# Musky bait storage options



## Fishballz (Aug 15, 2015)

I'd like to hear what type of tackle boxes/storage you guys use for any and all type of musky baits. I have all my rubber in big Plano boxes, I have a Magnum Lakewood box for most of my cranks/jerks/topwater and a I keep a handful of bucktails in there too. Honestly, not a big fan of the Lakewood. It is hard to pull baits out without getting tangled and always dropping baits in the bottom of the box. Anything you would really recommend?

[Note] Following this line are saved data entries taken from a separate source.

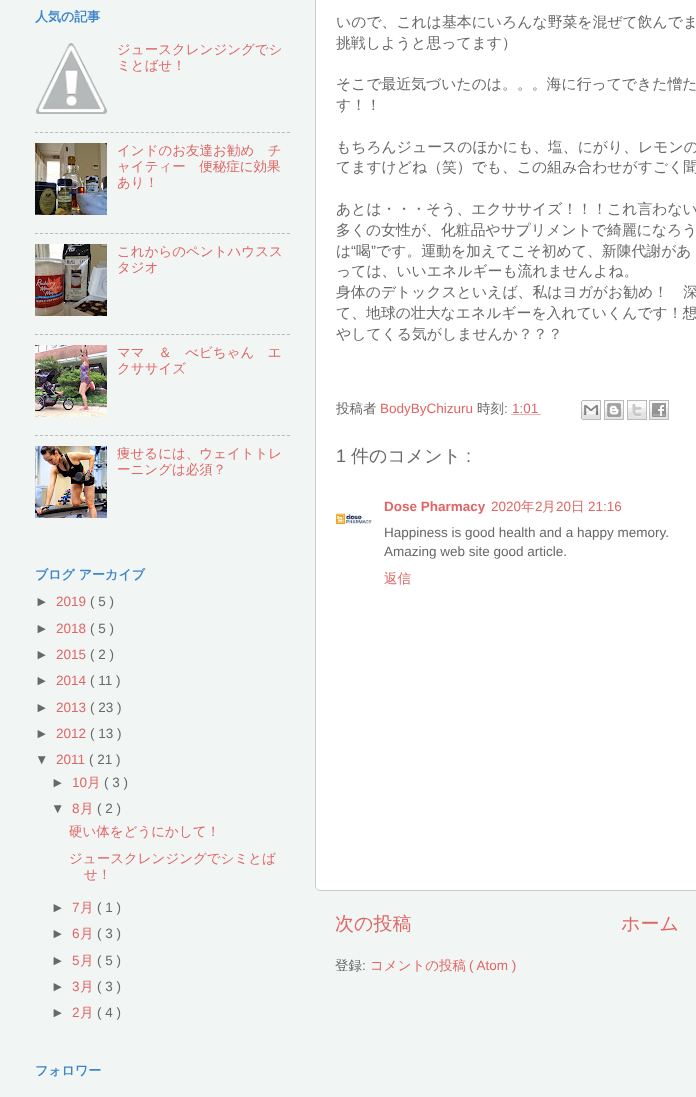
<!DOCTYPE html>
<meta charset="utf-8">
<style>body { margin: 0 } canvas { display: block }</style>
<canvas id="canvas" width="696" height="1097"></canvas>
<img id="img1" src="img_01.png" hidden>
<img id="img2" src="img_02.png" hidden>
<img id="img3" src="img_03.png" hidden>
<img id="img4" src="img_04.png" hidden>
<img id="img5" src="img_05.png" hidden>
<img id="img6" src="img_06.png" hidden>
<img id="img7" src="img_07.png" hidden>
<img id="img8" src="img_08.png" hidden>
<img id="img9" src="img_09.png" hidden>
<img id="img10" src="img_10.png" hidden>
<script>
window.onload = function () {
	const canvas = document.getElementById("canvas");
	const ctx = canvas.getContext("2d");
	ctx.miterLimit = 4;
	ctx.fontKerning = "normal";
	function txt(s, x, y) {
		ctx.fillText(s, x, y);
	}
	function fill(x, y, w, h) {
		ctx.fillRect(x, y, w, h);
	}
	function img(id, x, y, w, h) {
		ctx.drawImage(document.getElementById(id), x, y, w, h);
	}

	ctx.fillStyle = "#F1F6F5";
	fill(0, 0, 696, 1097);
	img("img1", 36, 43, 71, 71);
	ctx.beginPath();
	ctx.moveTo(35, 132.5);
	ctx.lineTo(290, 132.5);
	ctx.strokeStyle = "#B9BBBB";
	ctx.setLineDash([3, 2.04]);
	ctx.stroke();
	img("img2", 35, 143, 72, 72);
	ctx.beginPath();
	ctx.moveTo(35, 233.5);
	ctx.lineTo(290, 233.5);
	ctx.stroke();
	img("img3", 35, 244, 72, 72);
	ctx.beginPath();
	ctx.moveTo(35, 334.5);
	ctx.lineTo(290, 334.5);
	ctx.stroke();
	img("img4", 35, 345, 72, 72);
	ctx.beginPath();
	ctx.moveTo(35, 435.5);
	ctx.lineTo(290, 435.5);
	ctx.stroke();
	img("img5", 35, 446, 72, 72);
	ctx.fillStyle = "#FFFFFF";
	ctx.beginPath();
	ctx.roundRect(315.5, -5.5, 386, 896, 4.5);
	ctx.fill();
	ctx.strokeStyle = "#CCCCCC";
	ctx.setLineDash([]);
	ctx.stroke();
	ctx.beginPath();
	ctx.moveTo(511.5, 414.5);
	ctx.lineTo(541.5, 414.5);
	ctx.strokeStyle = "#E06666";
	ctx.setLineDash([1, 1]);
	ctx.stroke();
	img("img6", 581, 400, 20, 20);
	img("img7", 604, 400, 20, 20);
	img("img8", 627, 400, 20, 20);
	img("img9", 649, 400, 20, 20);
	img("img10", 336, 513, 36, 12);
	ctx.font = "bold 13px WenQuanYi Zen Hei";
	ctx.fillStyle = "#3D85C6";
	txt("人気の記事", 35, 21);
	ctx.font = "500 13.5px WenQuanYi Zen Hei";
	ctx.fillStyle = "#E06666";
	txt("ジュースクレンジングでシ", 117, 54);
	txt("ミとばせ！", 117, 70);
	txt("インドのお友達お勧め　チ", 117, 155);
	txt("ャイティー　便秘症に効果", 117, 171);
	txt("あり！", 117, 187);
	txt("これからのペントハウスス", 117, 256);
	txt("タジオ", 117, 272);
	txt("ママ　＆　べビちゃん　エ", 117, 357);
	txt("クササイズ", 117, 373);
	txt("痩せるには、ウェイトトレ", 117, 458);
	txt("ーニングは必須？", 117, 474);
	ctx.font = "bold 13px WenQuanYi Zen Hei";
	ctx.fillStyle = "#3D85C6";
	txt("ブログ アーカイブ", 35, 579);
	ctx.font = "13.5px Liberation Sans";
	ctx.fillStyle = "#686868";
	txt("►", 35, 606);
	ctx.fillStyle = "#E06666";
	txt("2019", 56, 606);
	ctx.fillStyle = "#686868";
	txt("( 5 )", 90, 606);
	txt("►", 35, 633);
	ctx.fillStyle = "#E06666";
	txt("2018", 56, 633);
	ctx.fillStyle = "#686868";
	txt("( 5 )", 90, 633);
	txt("►", 35, 659);
	ctx.fillStyle = "#E06666";
	txt("2015", 56, 659);
	ctx.fillStyle = "#686868";
	txt("( 2 )", 90, 659);
	txt("►", 35, 685);
	ctx.fillStyle = "#E06666";
	txt("2014", 56, 685);
	ctx.fillStyle = "#686868";
	txt("( 11 )", 90, 685);
	txt("►", 35, 712);
	ctx.fillStyle = "#E06666";
	txt("2013", 56, 712);
	ctx.fillStyle = "#686868";
	txt("( 23 )", 90, 712);
	txt("►", 35, 738);
	ctx.fillStyle = "#E06666";
	txt("2012", 56, 738);
	ctx.fillStyle = "#686868";
	txt("( 13 )", 90, 738);
	txt("▼", 35, 764);
	ctx.fillStyle = "#E06666";
	txt("2011", 56, 764);
	ctx.fillStyle = "#686868";
	txt("( 21 )", 89, 764);
	txt("►", 51, 787);
	ctx.fillStyle = "#E06666";
	txt("10", 72, 787);
	ctx.font = "500 13.5px WenQuanYi Zen Hei";
	txt("月", 87, 787);
	ctx.font = "13.5px Liberation Sans";
	ctx.fillStyle = "#686868";
	txt("( 3 )", 104, 787);
	txt("▼", 51, 813);
	ctx.fillStyle = "#E06666";
	txt("8", 72, 813);
	ctx.font = "500 13.5px WenQuanYi Zen Hei";
	txt("月", 80, 813);
	ctx.font = "13.5px Liberation Sans";
	ctx.fillStyle = "#686868";
	txt("( 2 )", 97, 813);
	ctx.font = "500 13.5px WenQuanYi Zen Hei";
	ctx.fillStyle = "#E06666";
	txt("硬い体をどうにかして！", 69, 836);
	txt("ジュースクレンジングでシミとば", 69, 863);
	txt("せ！", 84, 879);
	ctx.font = "13.5px Liberation Sans";
	ctx.fillStyle = "#686868";
	txt("►", 51, 912);
	ctx.fillStyle = "#E06666";
	txt("7", 72, 912);
	ctx.font = "500 13.5px WenQuanYi Zen Hei";
	txt("月", 80, 912);
	ctx.font = "13.5px Liberation Sans";
	ctx.fillStyle = "#686868";
	txt("( 1 )", 97, 912);
	txt("►", 51, 938);
	ctx.fillStyle = "#E06666";
	txt("6", 72, 938);
	ctx.font = "500 13.5px WenQuanYi Zen Hei";
	txt("月", 80, 938);
	ctx.font = "13.5px Liberation Sans";
	ctx.fillStyle = "#686868";
	txt("( 3 )", 97, 938);
	txt("►", 51, 965);
	ctx.fillStyle = "#E06666";
	txt("5", 72, 965);
	ctx.font = "500 13.5px WenQuanYi Zen Hei";
	txt("月", 80, 965);
	ctx.font = "13.5px Liberation Sans";
	ctx.fillStyle = "#686868";
	txt("( 5 )", 97, 965);
	txt("►", 51, 991);
	ctx.fillStyle = "#E06666";
	txt("3", 72, 991);
	ctx.font = "500 13.5px WenQuanYi Zen Hei";
	txt("月", 80, 991);
	ctx.font = "13.5px Liberation Sans";
	ctx.fillStyle = "#686868";
	txt("( 3 )", 97, 991);
	txt("►", 51, 1017);
	ctx.fillStyle = "#E06666";
	txt("2", 72, 1017);
	ctx.font = "500 13.5px WenQuanYi Zen Hei";
	txt("月", 80, 1017);
	ctx.font = "13.5px Liberation Sans";
	ctx.fillStyle = "#686868";
	txt("( 4 )", 97, 1017);
	ctx.font = "bold 13px WenQuanYi Zen Hei";
	ctx.fillStyle = "#3D85C6";
	txt("フォロワー", 35, 1075);
	ctx.font = "500 14.85px WenQuanYi Zen Hei";
	ctx.fillStyle = "#686868";
	txt("いので、これは基本にいろんな野菜を混ぜて飲んでま", 336, 27);
	txt("挑戦しようと思ってます）", 336, 48);
	txt("そこで最近気づいたのは。。。海に行ってできた憎た", 336, 89);
	txt("す！！", 336, 110);
	txt("もちろんジュースのほかにも、塩、にがり、レモンの", 336, 152);
	txt("てますけどね（笑）でも、この組み合わせがすごく聞", 336, 172);
	txt("あとは・・・そう、エクササイズ！！！これ言わない", 336, 214);
	txt("多くの女性が、化粧品やサプリメントで綺麗になろう", 336, 235);
	txt("は", 336, 256);
	ctx.font = "14.85px Liberation Sans";
	txt("“", 351, 256);
	ctx.font = "500 14.85px WenQuanYi Zen Hei";
	txt("喝", 356, 256);
	ctx.font = "14.85px Liberation Sans";
	txt("”", 371, 256);
	ctx.font = "500 14.85px WenQuanYi Zen Hei";
	txt("です。運動を加えてこそ初めて、新陳代謝があ", 376, 256);
	txt("っては、いいエネルギーも流れませんよね。", 336, 276);
	txt("身体のデトックスといえば、私はヨガがお勧め！　深", 336, 297);
	txt("て、地球の壮大なエネルギーを入れていくんです！想", 336, 318);
	txt("やしてくる気がしませんか？？？", 336, 339);
	ctx.font = "500 13.5px WenQuanYi Zen Hei";
	txt("投稿者", 336, 413);
	ctx.font = "13.5px Liberation Sans";
	ctx.fillStyle = "#E06666";
	txt("BodyByChizuru", 380, 413);
	ctx.font = "500 13.5px WenQuanYi Zen Hei";
	ctx.fillStyle = "#686868";
	txt("時刻", 477, 413);
	ctx.font = "13.5px Liberation Sans";
	txt(":", 504, 413);
	ctx.fillStyle = "#E06666";
	txt("1:01", 512, 413);
	ctx.font = "18px Liberation Sans";
	ctx.fillStyle = "#686868";
	txt("1", 336, 462);
	ctx.font = "500 18px WenQuanYi Zen Hei";
	txt("件のコメント", 351, 462);
	ctx.font = "18px Liberation Sans";
	txt(":", 466, 462);
	ctx.font = "bold 13.5px Liberation Sans";
	ctx.fillStyle = "#E06666";
	txt("Dose Pharmacy", 384, 511);
	ctx.font = "13.5px Liberation Sans";
	txt("2020", 491, 511);
	ctx.font = "500 13.5px WenQuanYi Zen Hei";
	txt("年", 521, 511);
	ctx.font = "13.5px Liberation Sans";
	txt("2", 535, 511);
	ctx.font = "500 13.5px WenQuanYi Zen Hei";
	txt("月", 542, 511);
	ctx.font = "13.5px Liberation Sans";
	txt("20", 556, 511);
	ctx.font = "500 13.5px WenQuanYi Zen Hei";
	txt("日", 571, 511);
	ctx.font = "13.5px Liberation Sans";
	txt("21:16", 588, 511);
	ctx.fillStyle = "#686868";
	txt("Happiness is good health and a happy memory.", 384, 537);
	txt("Amazing web site good article.", 384, 556);
	ctx.font = "500 13.5px WenQuanYi Zen Hei";
	ctx.fillStyle = "#E06666";
	txt("返信", 384, 583);
	ctx.font = "500 19px WenQuanYi Zen Hei";
	txt("次の投稿", 335, 930);
	txt("ホーム", 621, 930);
	ctx.font = "500 13.5px WenQuanYi Zen Hei";
	ctx.fillStyle = "#686868";
	txt("登録", 335, 970);
	ctx.font = "13.5px Liberation Sans";
	txt(":", 362, 970);
	ctx.font = "500 13.5px WenQuanYi Zen Hei";
	ctx.fillStyle = "#E06666";
	txt("コメントの投稿", 370, 970);
	ctx.font = "13.5px Liberation Sans";
	txt("( Atom )", 469, 970);
};
</script>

Sent from my moto g(7) play using Tapatalk


----------



## K gonefishin (May 4, 2004)

I use this for bucktails that will fit Big Game Tackle Box
Team Cordwood box for big baits and big rubber
homemade for giant bucktails.
another homemade for smaller cranks (same one Tyler has) 
I had a lakewood monster, I sold it because I got rid of so many baits I really didn't need it but I did like it. 
I use the deep 3700 for bondys, smaller rubber, gliders etc. 
Special mate for 8,10 inch zils and and other trolling cranks. 

Depending on where I'm fishing I swap baits out of certain boxes/cases since i never take all my stuff at once anymore.


----------



## Fishballz (Aug 15, 2015)

Thanks for the suggestions!! I definitely like hanging my bucktails but starting to think that plano's might be the best option for just about everything else. Plus the baits are much easier to see in a Plano then hanging down inside of a box... I should really be more concerned with putting fish in the boat instead of how my baits are stored.. 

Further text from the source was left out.